8.23.2015

Isolation

A few weeks ago, I had asked my wife to write me, at minimum, two pages. She has a very hard time expressing herself vocally. I was like when I just started elementary. I had a therapist that would make me write out my thoughts since I struggled to verbalize them. I have since developed a great eloquence (or so I am told), but I have never forgotten my struggles and the lessons I had to learn to get here. So, this piece of art work is how my wife discovered that she can, in fact, write great works.

   I was going to just start writing, but after staring at the blank note-page for an eternity I realized I needed at least a little inspiration. I couldn't stand the thought of writing in such a random and disorganized way about my thoughts and emotions. To remedy this I turned to my travel journal from when we first got out of Rhode Island and came here to Utah.
   I am hit at once by the way I ended my very first entry on 5-28: “I am so grateful to God for getting us here safely. I have a great feeling for the rest of this trip.” I am shocked with myself to now find that after over 2 months of being here in Utah a pall has come over my outlook on life. I have stopped even noticing the positives of everyday life. I have ceased to be gratefully for each day God gives me in this place. Hopefully, now that I have realized this I can start trying to be more thankful for what I still have here and stop dwelling on what I don't have.

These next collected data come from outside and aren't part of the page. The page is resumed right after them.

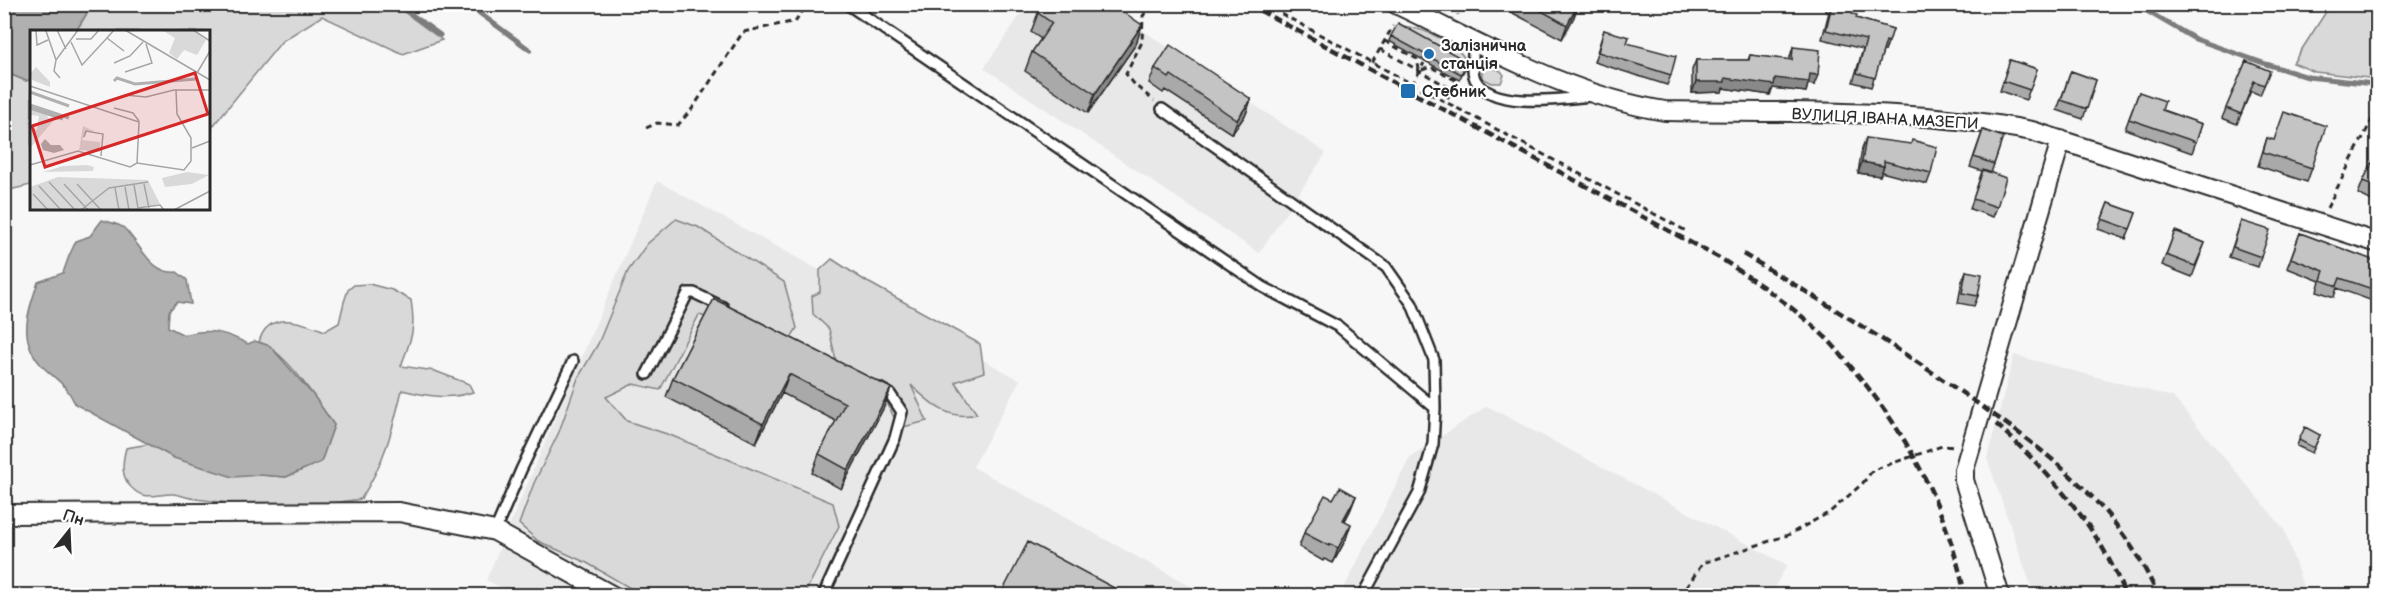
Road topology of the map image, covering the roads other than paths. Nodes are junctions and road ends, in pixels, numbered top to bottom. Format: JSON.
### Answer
{"nodes":[{"id":1,"x":847,"y":4,"type":"edge"},
{"id":2,"x":1396,"y":4,"type":"edge"},
{"id":3,"x":1474,"y":42,"type":"junction"},
{"id":4,"x":1598,"y":95,"type":"junction"},
{"id":5,"x":1162,"y":109,"type":"road end"},
{"id":6,"x":2061,"y":140,"type":"junction"},
{"id":7,"x":2378,"y":243,"type":"edge"},
{"id":8,"x":733,"y":312,"type":"edge"},
{"id":9,"x":573,"y":361,"type":"dead end"},
{"id":10,"x":647,"y":374,"type":"dead end"},
{"id":11,"x":869,"y":383,"type":"edge"},
{"id":12,"x":1435,"y":408,"type":"junction"},
{"id":13,"x":4,"y":514,"type":"edge"},
{"id":14,"x":495,"y":531,"type":"junction"},
{"id":15,"x":613,"y":596,"type":"edge"},
{"id":16,"x":824,"y":596,"type":"edge"},
{"id":17,"x":1363,"y":596,"type":"edge"},
{"id":18,"x":2000,"y":596,"type":"edge"}],
"edges":[{"from":1,"to":12,"type":"lane"},
{"from":2,"to":3,"type":"street","name":"ВУЛИЦЯ ІВАНА МАЗЕПИ"},
{"from":3,"to":4,"type":"street","name":"ВУЛИЦЯ ІВАНА МАЗЕПИ"},
{"from":3,"to":4,"type":"lane"},
{"from":4,"to":6,"type":"street","name":"ВУЛИЦЯ ІВАНА МАЗЕПИ"},
{"from":5,"to":12,"type":"lane"},
{"from":6,"to":7,"type":"street","name":"ВУЛИЦЯ ІВАНА МАЗЕПИ"},
{"from":6,"to":18,"type":"street"},
{"from":8,"to":10,"type":"lane"},
{"from":9,"to":14,"type":"lane"},
{"from":11,"to":16,"type":"lane"},
{"from":12,"to":17,"type":"lane"},
{"from":13,"to":14,"type":"street"},
{"from":14,"to":15,"type":"street"}]}
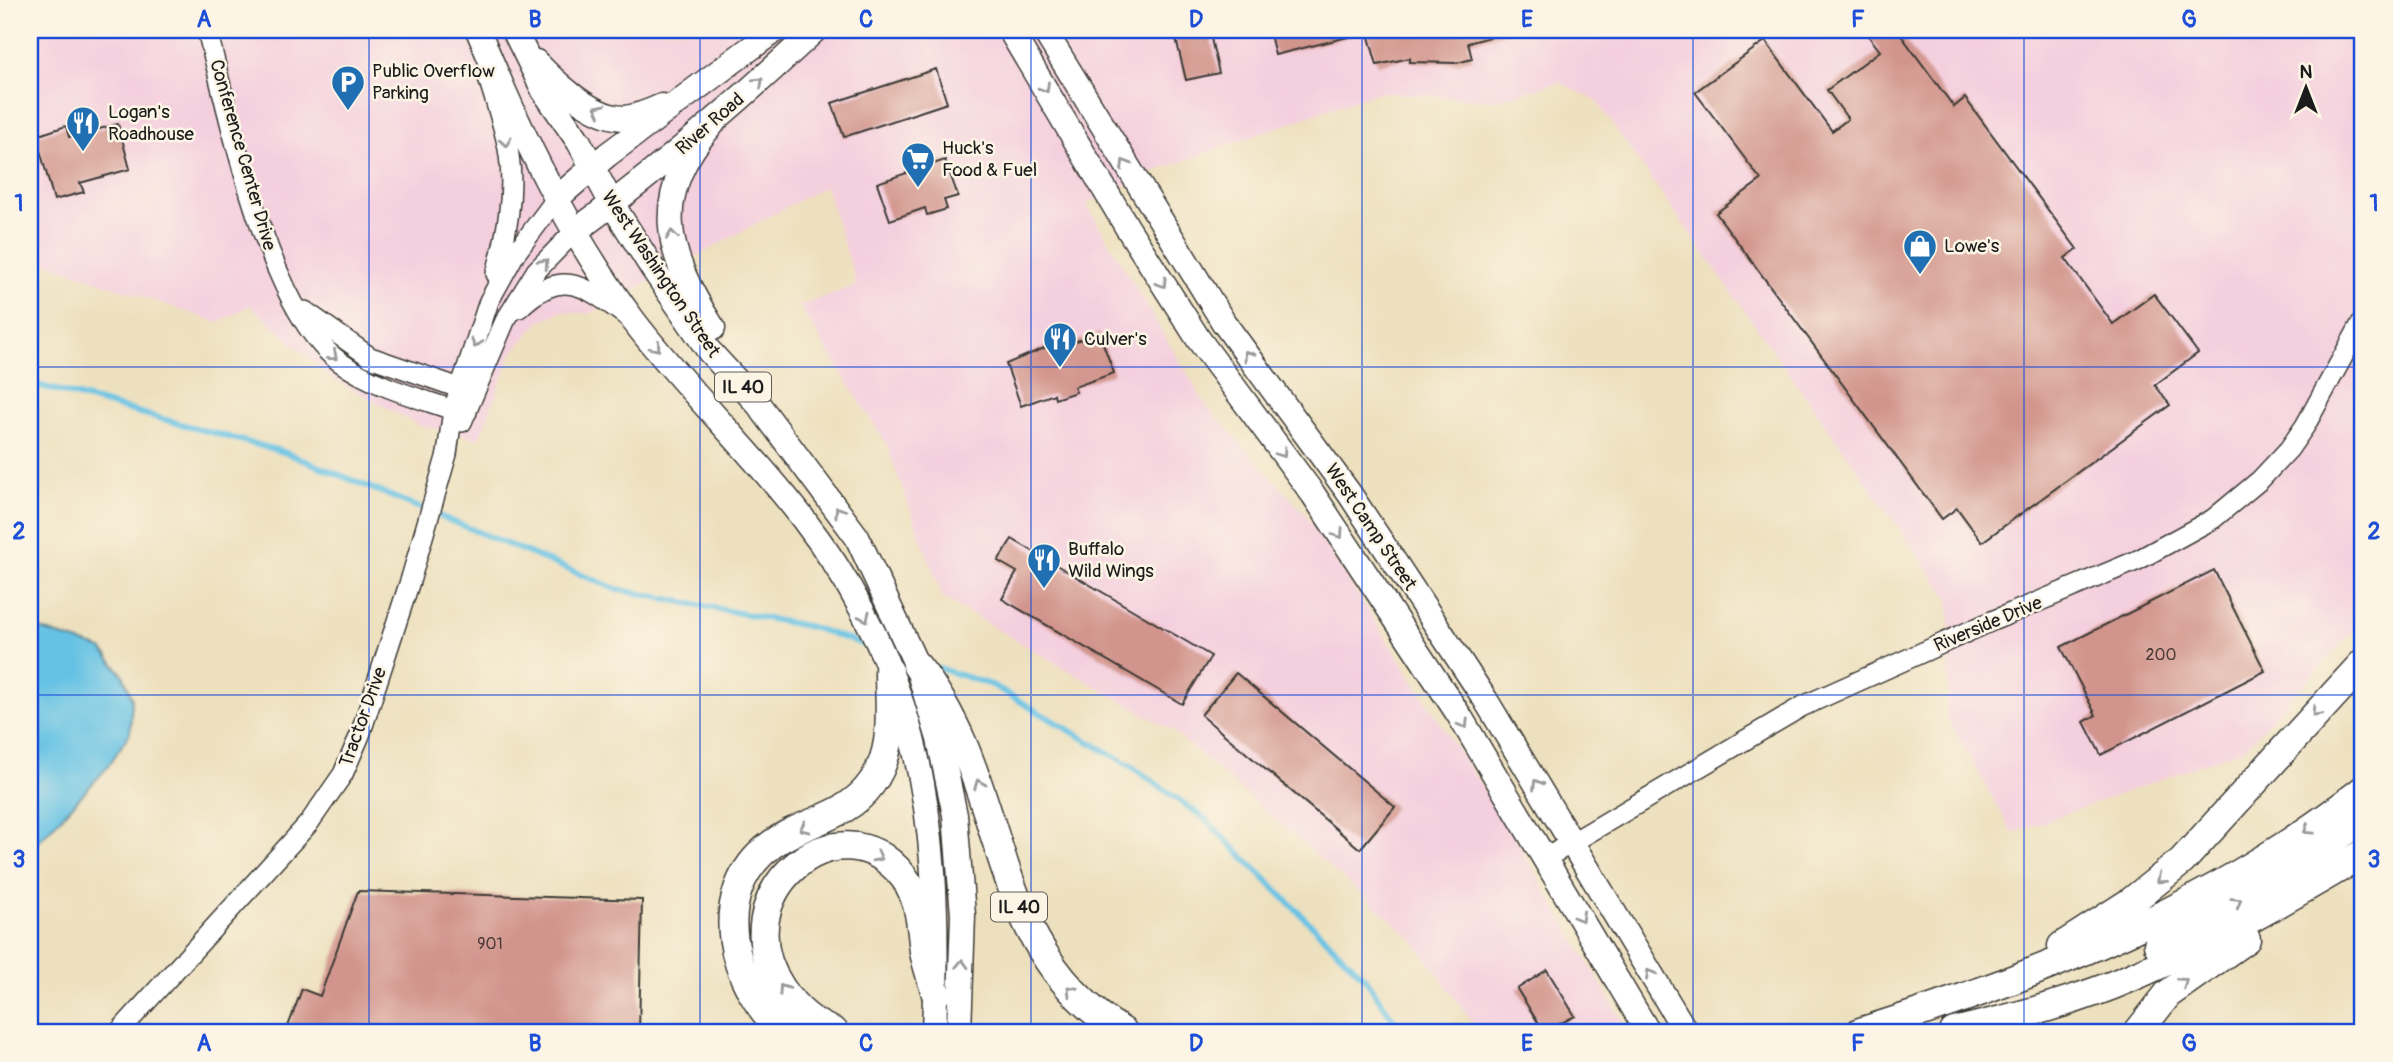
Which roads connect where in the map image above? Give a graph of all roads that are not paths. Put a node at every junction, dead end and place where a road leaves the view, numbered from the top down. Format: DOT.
graph roads {
  1 [pos="207,30"];
  2 [pos="475,30"];
  3 [pos="775,30"];
  4 [pos="815,30"];
  5 [pos="1044,30"];
  6 [pos="1010,33"];
  7 [pos="518,38"];
  8 [pos="706,81"];
  9 [pos="714,122"];
  10 [pos="585,174"];
  11 [pos="556,199"];
  12 [pos="607,208"];
  13 [pos="574,232"];
  14 [pos="281,280"];
  15 [pos="489,301"];
  16 [pos="2363,320"];
  17 [pos="505,321"];
  18 [pos="634,321"];
  19 [pos="468,391"];
  20 [pos="758,404"];
  21 [pos="460,411"];
  22 [pos="2363,663"];
  23 [pos="917,666"];
  24 [pos="888,671"];
  25 [pos="899,730"];
  26 [pos="952,744"];
  27 [pos="2363,790"];
  28 [pos="2363,820"];
  29 [pos="1572,843"];
  30 [pos="2363,854"];
  31 [pos="1546,858"];
  32 [pos="2363,862"];
  33 [pos="936,994"];
  34 [pos="1937,1007"];
  35 [pos="2001,1020"];
  36 [pos="1894,1022"];
  37 [pos="119,1032"];
  38 [pos="784,1032"];
  39 [pos="834,1032"];
  40 [pos="934,1032"];
  41 [pos="959,1032"];
  42 [pos="1123,1032"];
  43 [pos="1648,1032"];
  44 [pos="1686,1032"];
  45 [pos="1839,1032"];
  46 [pos="1860,1032"];
  47 [pos="1954,1032"];
  48 [pos="2138,1032"];
  1 -- 14 [label="street, Conference Center Drive"];
  2 -- 11 [label="main road, IL 40"];
  2 -- 15 [label="street, one-way"];
  3 -- 8 [label="main road, River Road"];
  9 -- 4 [label="main road, River Road, one-way"];
  29 -- 5 [label="main road, West Camp Street, one-way"];
  6 -- 31 [label="main road, West Camp Street, one-way"];
  8 -- 7 [label="main road, one-way"];
  7 -- 10 [label="main road, IL 40"];
  8 -- 10 [label="main road, River Road"];
  9 -- 12 [label="main road, River Road"];
  20 -- 9 [label="main road, one-way"];
  10 -- 11 [label="main road, Tractor Drive"];
  10 -- 12 [label="main road, West Washington Street / IL 40"];
  11 -- 13 [label="main road, West Washington Street / IL 40"];
  11 -- 15 [label="street, Tractor Drive"];
  12 -- 13 [label="main road, Tractor Drive"];
  12 -- 20 [label="main road, West Washington Street / IL 40"];
  17 -- 13 [label="street, Tractor Drive, one-way"];
  13 -- 18 [label="main road, West Washington Street / IL 40"];
  14 -- 19 [label="street, Conference Center Drive"];
  14 -- 21 [label="street, Conference Center Drive, one-way"];
  15 -- 19 [label="street, Tractor Drive, one-way"];
  16 -- 29 [label="street, Riverside Drive"];
  17 -- 18 [label="street"];
  17 -- 19 [label="street, Tractor Drive"];
  18 -- 24 [label="main road, West Washington Street / IL 40, one-way"];
  19 -- 21 [label="street, Tractor Drive"];
  23 -- 20 [label="main road, West Washington Street / IL 40, one-way"];
  21 -- 37 [label="street, Tractor Drive"];
  22 -- 34 [label="highway, one-way"];
  23 -- 26 [label="highway, IL 40"];
  24 -- 25 [label="highway, IL 40"];
  25 -- 33 [label="main road"];
  25 -- 38 [label="highway, IL 40, one-way"];
  41 -- 26 [label="main road, one-way"];
  42 -- 26 [label="highway, IL 40, one-way"];
  27 -- 34 [label="highway, one-way"];
  35 -- 28 [label="highway, one-way"];
  29 -- 31 [label="street, Riverside Drive"];
  44 -- 29 [label="main road, West Camp Street, one-way"];
  30 -- 35 [label="highway"];
  31 -- 43 [label="main road, West Camp Street, one-way"];
  48 -- 32 [label="highway, one-way"];
  39 -- 33 [label="highway, one-way"];
  33 -- 40 [label="main road"];
  34 -- 36 [label="highway"];
  35 -- 47 [label="highway"];
  36 -- 45 [label="highway"];
  36 -- 46 [label="highway"];
}
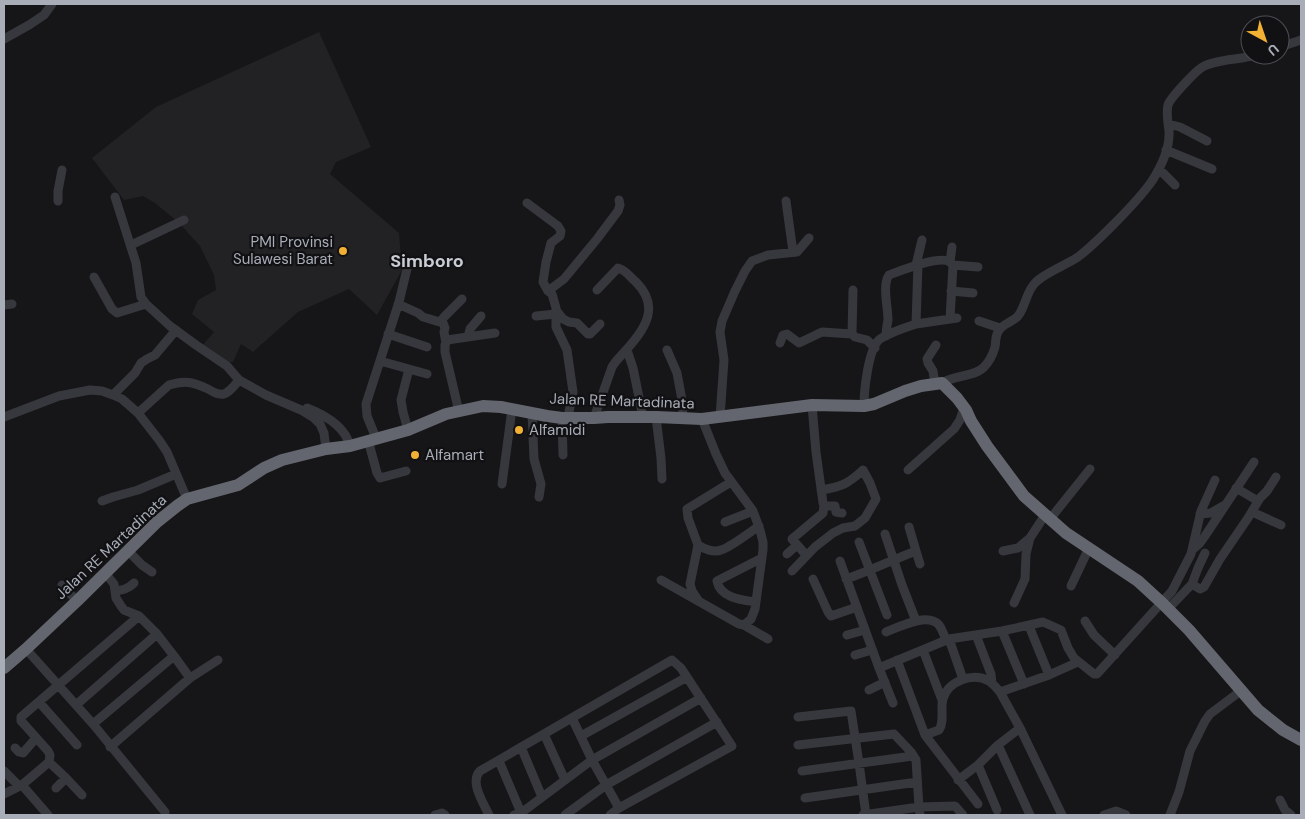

“If you don't dwell, you will do well” ~E. Newton

   I am so glad I was inspired to go back through my travel journal. It is helping me to put into perspective what I am feeling now as compared to what I felt before. I was so optimistic when we started this journey. Even in spite of the trials we faced on the road; the flood in Pennsylvania, the difficulties finding lodging, and the long stretches of driving I did alone, I was optimistic. I know I was not really doing anything alone and I am still not alone. I have forgotten that my Heavenly Father is always with me and will always listen. I have forgotten to talk to Him and unburden my troubles to Him.
   I have tried fixing myself with physical things like painting my nails again and putting on make-up more to see if it helps. Though it does help a little to put more care into my appearance, it is not solving anything. I still feel the isolation I mentioned feeling a month ago. It doesn't help to do my make-up and nails then not go out anywhere. Eva and the cat don't care what I look like, so most of the time I don't care either. I have tried to fix my not caring attitude and that has bee why I bother with my appearance more now. I don't want to become so lax in my self-maintenance that I don't keep myself healthy and clean.
   Looking back I am so glad I wrote my thoughts and feelings down during our period of transition. I found this statement from June 22: “My feeling of depression is caused by this feeling of isolation and aloneness. Like my mind is becoming the desert we now live in.”

Lately I have felt trapped my monotonous daily activities; washing dishes, doing laundry, putting away laundry and keeping the house tidy in general. Today I thought about walking over to the park, but looked around the house and realized I had too much to get done. It really helps to empty my head onto a piece of paper. This way it isn't just festering in my mind, and I can look back on it later and think things out more clearly. Also I can share my feelings in this way since I am usually finding trouble voicing my feelings in an effective way. Written word seems to work better for me than spoken word does.
~Beverly

1 comment:

Unknown said...

and yes, she actually did quote me in a letter I pretty much asked her to write me. I know she loves me because she does pay attention when I talk.